Keystone XL campaign for the win.
The tar sands campaign is also poised to have a very real and measurable impact on carbon pollution as well as the tar sands industry’s bottom line.
Campaigns are often controversial and the Keystone XL campaign is no exception. You would be hard pressed to find a pundit or an analyst that doesn’t have thoughts on it one way or the other.
In and of itself, that is important. North America desperately needed a conversation about our energy future. Love it or hate it, the very fact that opinions are strong and debate has been generated have made this campaign a success. Giant tar sands infrastructure will never fly under the radar again, and you can expect political chatter around major energy projects for the foreseeable future.
But beyond the important generation of debate, and the critical role the campaign has played in building a movement of citizens demanding a cleaner, safer energy future, the campaign is also poised to have a very real and measurable impact on carbon pollution as well as the tar sands industry’s bottom line.
A new report from the Institute for Energy Economics and Financial Analysis and Oil Change International shows that tar sands production revenues were down about $30.9 billion from 2010 through 2013, in part due to the changing North American oil market but largely because of a fierce grassroots movement against tar sands development. The report attributes 55% of the lost revenue, or $17 billion, to the diverse citizen protests against pipelines and the tar sands.
To be clear – the point of the campaign is not to bankrupt the oil industry, it is to protect our climate, and anything that depends on it (i.e. everything), as well as support the front line communities that face the impacts of this industry every single day. It just so happens that if your business model is predicated on rapid expansion of some of the world’s highest carbon oil, then having an impact on your bottom line is one way to keep carbon in the ground.
With momentum continuing to grow around pipeline campaigns, it is not a leap to imagine that every major tar sands pipeline could be held in limbo for years to come (just look at the hurdles facing Energy East and Northern Gateway). If this were to be the case, by the time 2030 roles around, our modelling shows that tar sands production would still be hovering around projected 2015 production levels.
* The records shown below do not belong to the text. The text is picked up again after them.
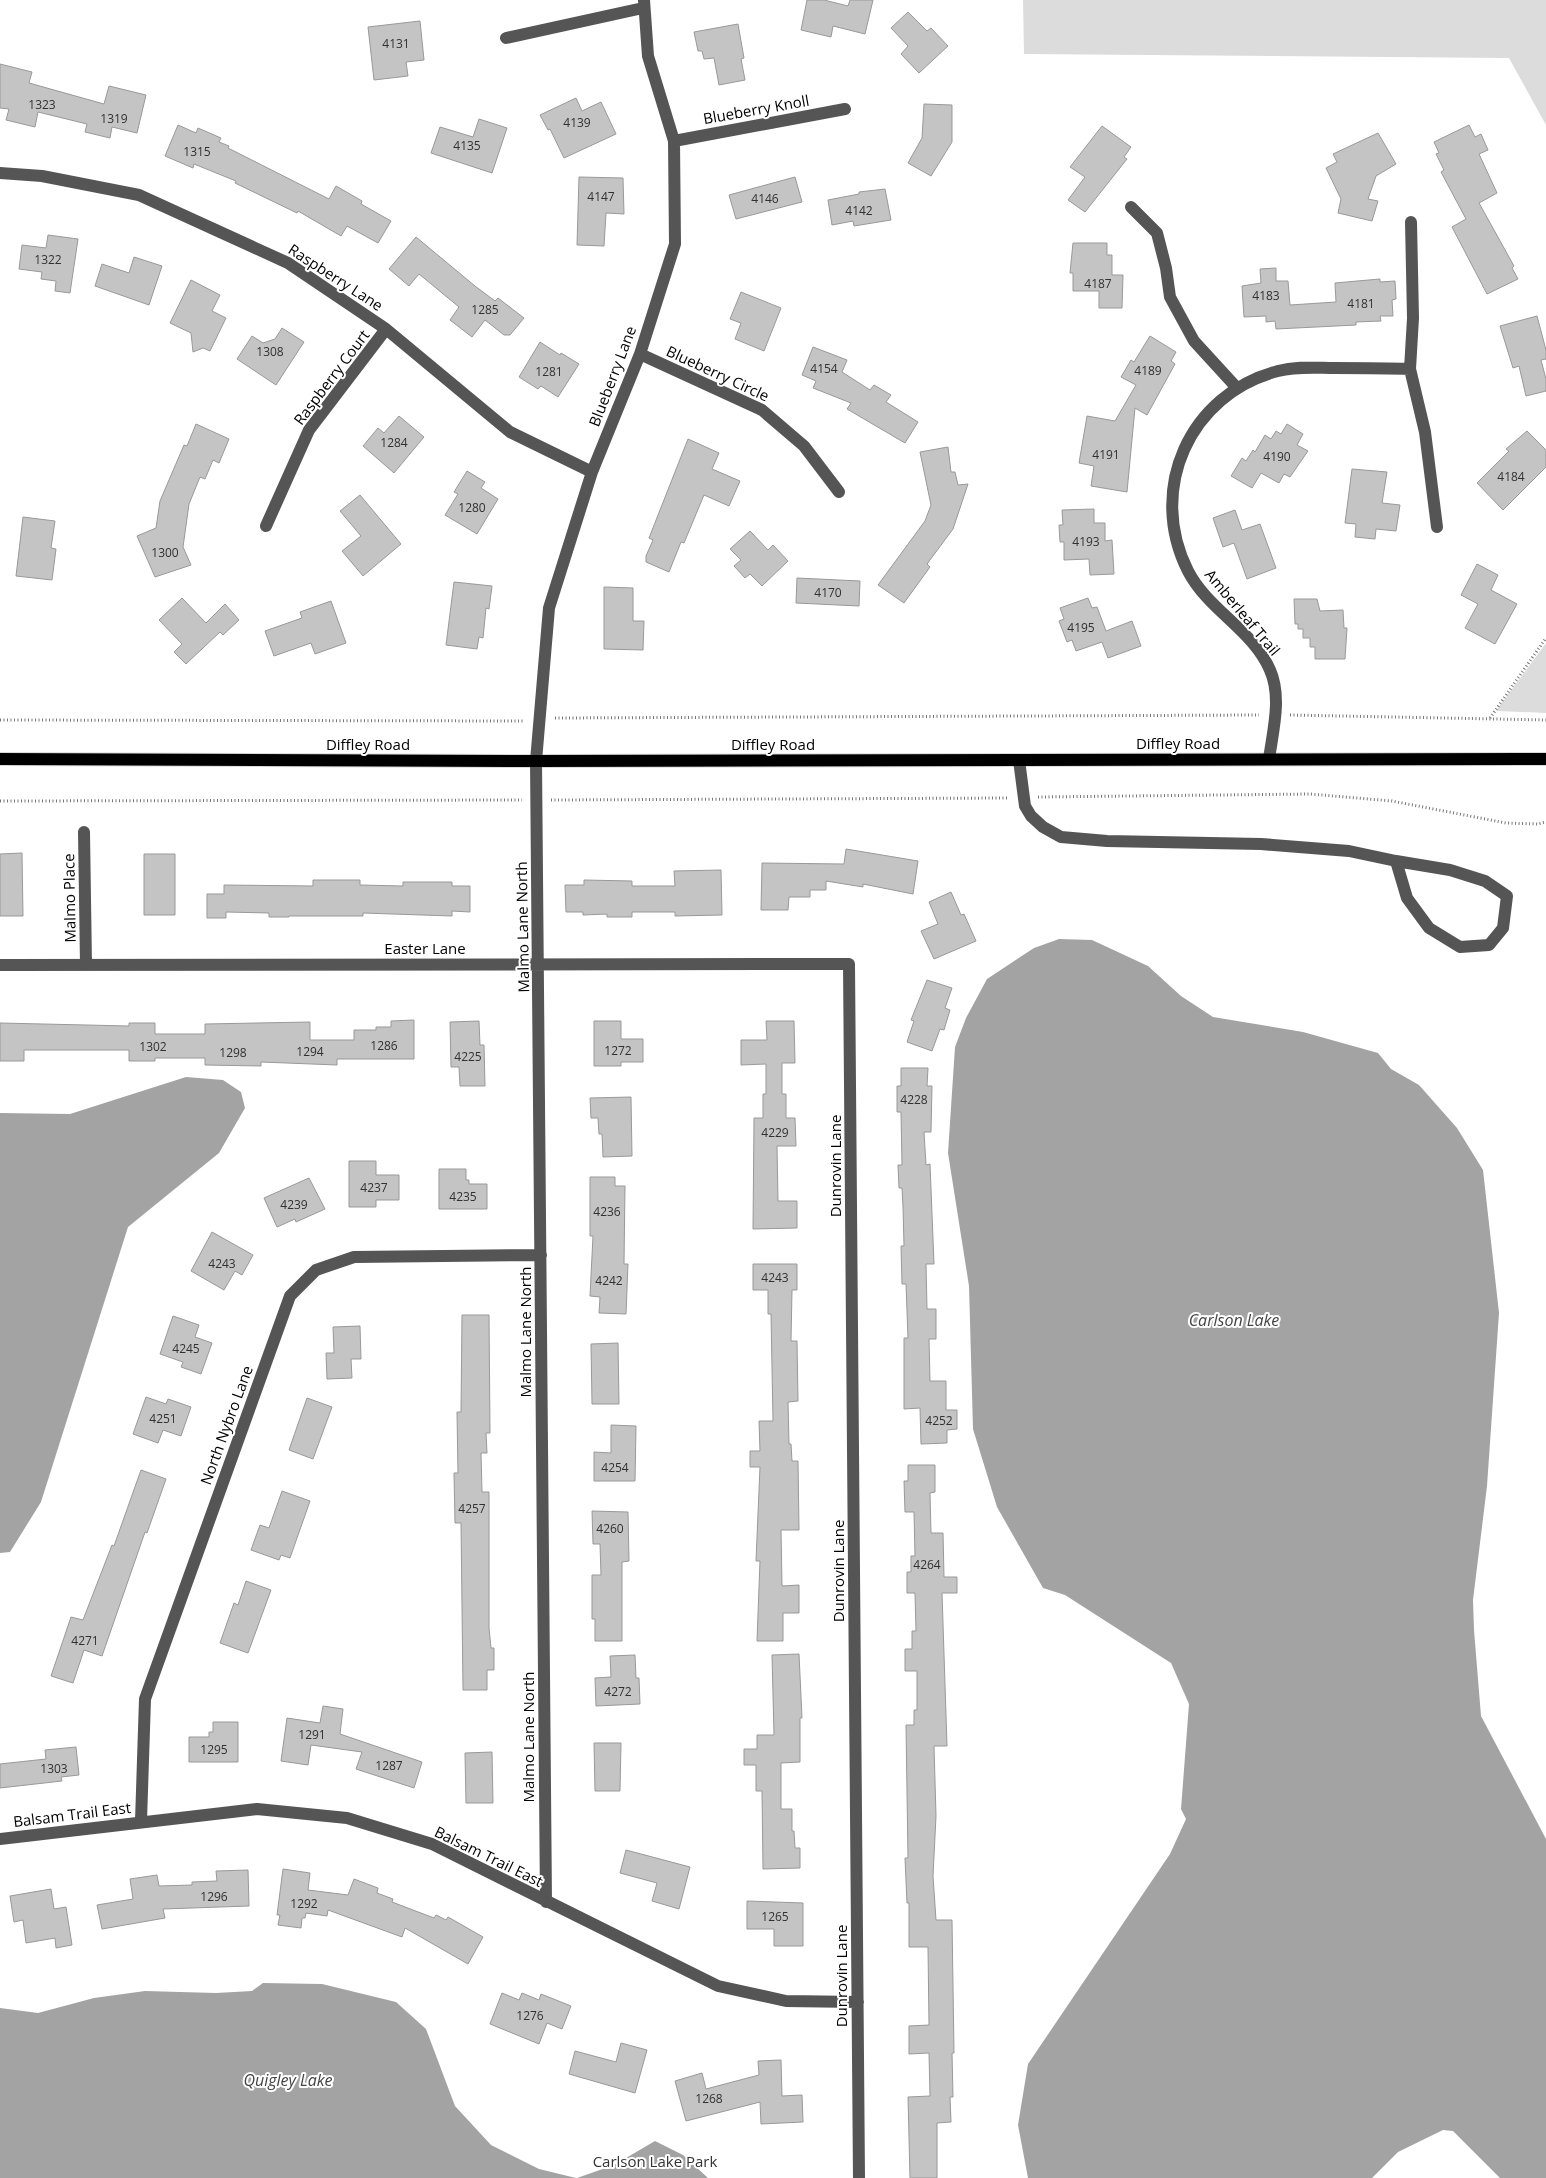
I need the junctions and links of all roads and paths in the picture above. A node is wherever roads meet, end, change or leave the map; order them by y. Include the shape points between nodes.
1 (643, 4) edge
2 (506, 38) dead end
3 (845, 109) dead end
4 (674, 141) junction
5 (0, 173) edge
6 (1131, 208) dead end
7 (1411, 222) dead end
8 (386, 330) junction
9 (640, 354) junction
10 (1410, 369) junction
11 (1237, 388) junction
12 (592, 472) junction
13 (839, 492) dead end
14 (266, 526) dead end
15 (1437, 527) dead end
16 (1546, 638) edge
17 (1275, 715) junction
18 (1490, 718) junction
19 (0, 720) edge
20 (1546, 720) edge
21 (540, 721) junction
22 (0, 759) edge
23 (1269, 759) junction
24 (1546, 759) edge
25 (1019, 760) junction
26 (536, 761) junction
27 (537, 800) junction
28 (0, 801) edge
29 (84, 832) dead end
30 (1396, 860) junction
31 (538, 964) junction
32 (849, 964) joint
33 (0, 965) edge
34 (86, 965) junction
35 (540, 1255) junction
36 (141, 1821) junction
37 (0, 1839) edge
38 (546, 1902) junction
39 (858, 2002) junction
40 (860, 2178) edge

1 - 2 street
1 - 4 street, Blueberry Lane via 648,56
3 - 4 street, Blueberry Knoll
4 - 9 street, Blueberry Lane via 675,244
5 - 8 street, Raspberry Lane via 42,176 139,195 288,263
6 - 11 street via 1156,232 1170,298 1194,341
7 - 10 street via 1413,318
8 - 12 street, Raspberry Lane via 510,432
8 - 14 street, Raspberry Court via 309,430
9 - 12 street, Blueberry Lane
9 - 13 street, Blueberry Circle via 762,410 804,446
10 - 11 street, Amberleaf Trail via 1301,368 1280,371
10 - 15 street via 1425,432
11 - 17 street, Amberleaf Trail via 1200,421 1189,438 1175,476 1172,515 1175,537 1189,573 1212,604 1254,645 1268,664 1275,685
12 - 21 street, Blueberry Lane via 549,608
16 - 18 path
17 - 18 path
17 - 21 path via 562,718
17 - 23 street, Amberleaf Trail
18 - 20 path
19 - 21 path
21 - 26 street, Blueberry Lane
22 - 26 main road, Diffley Road
23 - 24 main road, Diffley Road
23 - 25 main road, Diffley Road
25 - 26 main road, Diffley Road
25 - 30 street via 1025,806 1042,827 1061,837 1260,844 1349,851
26 - 27 street, Malmo Lane North
27 - 28 path
27 - 31 street, Malmo Lane North
29 - 34 street, Malmo Place
30 - 30 street via 1450,870 1485,881 1507,896 1503,928 1489,945 1460,947 1429,928 1406,898
31 - 32 street, Easter Lane
31 - 34 street, Easter Lane
31 - 35 street, Malmo Lane North
32 - 39 street, Dunrovin Lane
33 - 34 street, Easter Lane
35 - 36 street, North Nybro Lane via 354,1257 316,1270 290,1296 145,1700
35 - 38 street, Malmo Lane North
36 - 37 street, Balsam Trail East
36 - 38 street, Balsam Trail East via 257,1809 347,1818 432,1844
38 - 39 street, Balsam Trail East via 718,1986 786,2001
39 - 40 street, Dunrovin Lane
A no new pipeline scenario would mean up to 6.9 billion barrels of tar sands oil could be left underground by 2030. In other words, if no new pipelines are built, our forecast predicts that an additional 4.1 billion tonnes of CO2 will be kept in the ground. Spread over the 16 years of this forecast, these emissions are the equivalent of the emissions from 67 average U.S. coal plants or nearly 54 million average passenger vehicles.
In a world where two thirds of known carbon reserves have to stay underground, this is a huge deal.
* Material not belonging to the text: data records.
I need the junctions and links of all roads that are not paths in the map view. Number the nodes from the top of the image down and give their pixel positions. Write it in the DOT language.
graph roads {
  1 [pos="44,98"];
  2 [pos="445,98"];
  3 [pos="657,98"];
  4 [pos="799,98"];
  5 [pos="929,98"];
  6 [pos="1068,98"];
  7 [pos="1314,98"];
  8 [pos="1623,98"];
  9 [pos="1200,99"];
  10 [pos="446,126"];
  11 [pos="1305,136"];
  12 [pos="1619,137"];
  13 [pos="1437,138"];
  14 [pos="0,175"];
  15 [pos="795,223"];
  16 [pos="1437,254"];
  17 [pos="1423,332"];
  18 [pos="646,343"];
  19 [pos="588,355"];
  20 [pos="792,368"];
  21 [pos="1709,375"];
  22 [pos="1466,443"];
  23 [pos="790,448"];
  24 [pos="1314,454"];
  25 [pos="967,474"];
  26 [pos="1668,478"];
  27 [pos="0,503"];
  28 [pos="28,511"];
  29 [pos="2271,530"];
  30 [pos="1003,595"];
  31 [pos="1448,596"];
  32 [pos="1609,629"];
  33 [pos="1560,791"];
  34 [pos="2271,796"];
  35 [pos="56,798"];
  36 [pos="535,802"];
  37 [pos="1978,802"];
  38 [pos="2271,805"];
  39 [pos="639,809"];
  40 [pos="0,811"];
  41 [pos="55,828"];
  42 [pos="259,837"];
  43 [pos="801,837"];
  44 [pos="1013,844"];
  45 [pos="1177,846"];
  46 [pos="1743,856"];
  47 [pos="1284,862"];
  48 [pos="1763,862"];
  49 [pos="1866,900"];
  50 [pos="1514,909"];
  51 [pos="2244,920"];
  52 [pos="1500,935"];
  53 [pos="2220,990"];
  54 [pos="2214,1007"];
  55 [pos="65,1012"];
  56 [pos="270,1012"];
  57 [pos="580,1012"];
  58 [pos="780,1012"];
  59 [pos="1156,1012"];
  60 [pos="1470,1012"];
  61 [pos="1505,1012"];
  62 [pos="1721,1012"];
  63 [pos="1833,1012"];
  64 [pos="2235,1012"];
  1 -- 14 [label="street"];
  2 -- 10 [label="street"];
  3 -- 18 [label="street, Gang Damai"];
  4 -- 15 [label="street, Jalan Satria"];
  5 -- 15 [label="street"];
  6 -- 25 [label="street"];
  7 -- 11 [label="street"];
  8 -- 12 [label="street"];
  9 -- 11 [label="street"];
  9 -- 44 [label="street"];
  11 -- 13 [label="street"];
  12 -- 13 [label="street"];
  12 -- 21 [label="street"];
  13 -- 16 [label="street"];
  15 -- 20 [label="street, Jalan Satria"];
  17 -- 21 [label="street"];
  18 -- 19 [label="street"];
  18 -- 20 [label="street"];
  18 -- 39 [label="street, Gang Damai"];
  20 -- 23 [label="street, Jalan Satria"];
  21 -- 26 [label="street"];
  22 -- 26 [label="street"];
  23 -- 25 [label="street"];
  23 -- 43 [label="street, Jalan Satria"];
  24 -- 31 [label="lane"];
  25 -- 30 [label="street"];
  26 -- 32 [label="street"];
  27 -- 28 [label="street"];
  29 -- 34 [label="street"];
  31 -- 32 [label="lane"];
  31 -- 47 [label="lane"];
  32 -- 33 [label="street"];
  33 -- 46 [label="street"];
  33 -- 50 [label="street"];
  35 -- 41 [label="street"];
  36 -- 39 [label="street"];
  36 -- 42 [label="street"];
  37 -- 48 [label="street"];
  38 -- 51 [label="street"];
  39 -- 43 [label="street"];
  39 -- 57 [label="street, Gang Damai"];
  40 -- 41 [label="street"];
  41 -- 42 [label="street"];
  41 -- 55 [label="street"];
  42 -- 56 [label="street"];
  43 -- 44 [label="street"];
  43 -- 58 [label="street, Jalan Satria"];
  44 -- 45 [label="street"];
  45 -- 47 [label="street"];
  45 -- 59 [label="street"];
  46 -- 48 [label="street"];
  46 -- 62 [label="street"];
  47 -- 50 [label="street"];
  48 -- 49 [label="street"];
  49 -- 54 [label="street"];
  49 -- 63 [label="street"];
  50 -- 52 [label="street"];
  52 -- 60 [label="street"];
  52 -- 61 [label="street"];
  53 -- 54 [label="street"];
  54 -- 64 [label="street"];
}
These numbers also don’t account for the cold feet that investors are already getting as they begin to come to terms with the bleak future of the tar sands. Capital flight is already a problem, and three major tar sands projects have been put on ice in 2014 alone. In a world that needs to ease off carbon, high carbon, high cost, and high risk tar sands are becoming less of a frontier and more of a case study of an industry poised for collapse – a much bigger problem than losing over half of their growth potential.
The tar sands industry and some governments haven’t been doing themselves any favours by using the same microphone to reiterate the critical need for pipelines followed in the same breath by statements that pipelines are not such a big deal given the potential for rail. These irreconcilable positions boil down to the reality that no serious expert believes that rail can act as anything more than a short term stop gap.
The growth of the tar sands and the false confidence industry portrays is doing everyone a disservice. The tar sands are on their way out of style in the rapidly evolving global energy market, and we have a lot to thank the Keystone XL campaign for kicking this reality to the forefront of a continental debate so that we at least have a fighting chance to get ahead of the game.
Where industry and government would have driven us blindfolded off a cliff, the Keystone XL campaign has opened our eyes and prompted a debate that we desperately needed. And at the same time, the Keystone XL campaign is buying us critical time by keeping climate changing carbon in the ground while slow-moving governments and industry come to terms with the end of an era.
It’s not over yet – but if we can keep the pressure on it is looking like Keystone XL campaign for the win.